Homeoffice – völlig losgelöst von der Redaktion. Videodrehs ohne Kameramann, direkte Gespräche, Interviews und Treffen mit regionalen Größen. Die Dinge, die den Lokaljournalismus immer lebendig hielten gehören jetzt der Vergangenheit an. Die Branche wandelt sich von einem auf den anderen Tag. Trotz schwierigster Bedingungen gibt es massenhaft Arbeit und noch mehr Aufklärungsbedarf. Plötzlich müssen Redakteure autark arbeiten.
Laut Willig braucht es keine ewig langen Meetings mehr, sondern mehr Einsatzbereitschaft und Kreativität. “Für die Journalisten lag die Arbeit während der Pandemie auf der Straße”, sagt er, “obwohl selbst für hartgesottene Reporter die Kulissen und Schauplätze manchmal bedrohlich wirken konnten.” Sporthallen, die zu Corona-Ambulanzen umfunktioniert wurden, volle Intensivstationen in Krankenhäusern und Diskussionen um Kühlmöglichkeiten für hypothetische Tote. Es gab schon fast zu viel zu berichten. Dadurch wandelte sich jedoch das Bild der Öffentlichkeit auf das gesamte Berufsfeld. Plötzlich wurden die Rufe nach einer angeblichen “Lügenpresse” laut. Auf den Straßen gab es nur noch mehr Konfrontationen und Hass, der den Journalisten entgegenschlägt. Eine Entwicklung, die Willig “sehr beunruhigt.”
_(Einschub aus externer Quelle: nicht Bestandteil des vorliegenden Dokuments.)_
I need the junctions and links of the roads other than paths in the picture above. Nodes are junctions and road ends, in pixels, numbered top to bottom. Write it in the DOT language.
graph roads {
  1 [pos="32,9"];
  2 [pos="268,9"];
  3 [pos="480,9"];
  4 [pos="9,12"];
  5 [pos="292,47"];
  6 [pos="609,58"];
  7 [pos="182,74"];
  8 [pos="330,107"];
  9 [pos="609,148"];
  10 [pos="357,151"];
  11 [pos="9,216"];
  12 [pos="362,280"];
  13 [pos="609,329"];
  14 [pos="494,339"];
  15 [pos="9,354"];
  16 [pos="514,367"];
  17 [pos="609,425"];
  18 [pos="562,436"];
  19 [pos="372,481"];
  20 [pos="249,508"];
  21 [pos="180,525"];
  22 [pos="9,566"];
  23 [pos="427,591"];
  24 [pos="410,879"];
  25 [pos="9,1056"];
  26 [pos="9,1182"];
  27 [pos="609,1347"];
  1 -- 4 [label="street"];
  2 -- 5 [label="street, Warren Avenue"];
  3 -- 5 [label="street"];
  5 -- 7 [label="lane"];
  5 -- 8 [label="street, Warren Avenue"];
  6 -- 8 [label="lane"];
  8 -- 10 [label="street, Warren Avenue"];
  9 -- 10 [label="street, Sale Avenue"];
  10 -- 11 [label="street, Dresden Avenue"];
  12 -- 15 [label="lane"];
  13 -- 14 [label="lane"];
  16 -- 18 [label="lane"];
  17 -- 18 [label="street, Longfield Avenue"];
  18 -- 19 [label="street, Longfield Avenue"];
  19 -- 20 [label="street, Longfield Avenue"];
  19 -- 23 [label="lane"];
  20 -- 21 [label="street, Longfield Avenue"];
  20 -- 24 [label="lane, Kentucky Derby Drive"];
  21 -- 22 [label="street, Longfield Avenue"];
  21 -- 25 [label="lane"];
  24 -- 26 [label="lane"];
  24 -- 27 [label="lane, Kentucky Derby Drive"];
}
Die Pandemie hat den Job verändert, weil sie gezeigt hat, wie man noch effektiver arbeiten kann. “Viele Medienhäuser werden in Zukunft dezentraler arbeiten. Damit man schneller am Ort des Geschehens sein kann. Dafür braucht es kein klassisches Büro mehr.” Die Schnelllebigkeit der Pandemie habe außerdem gezeigt, dass der Journalismus der Zukunft noch multimedialer sein wird. Im Internet ist der Draht zum Rezipienten mittlerweile so kurz, dass auch die Live-Berichterstattung über Social Media zunehmen wird, sagt Willig.
Dabei müsse man jedoch auch stark aufpassen, dass man immer nach bestem Wissen und Gewissen berichtet. Denn der Wandel, den das Berufsfeld in den letzten Jahren erlebt habt birgt auch die Gefahr, dass wahrer journalistischer Arbeit kein Glaube mehr geschenkt wird. Auf das neue Kapitel in der Selbstständigkeit freut er sich dennoch – denn nur wer sich weiterentwickelt hält im Wandel der Branche Schritt.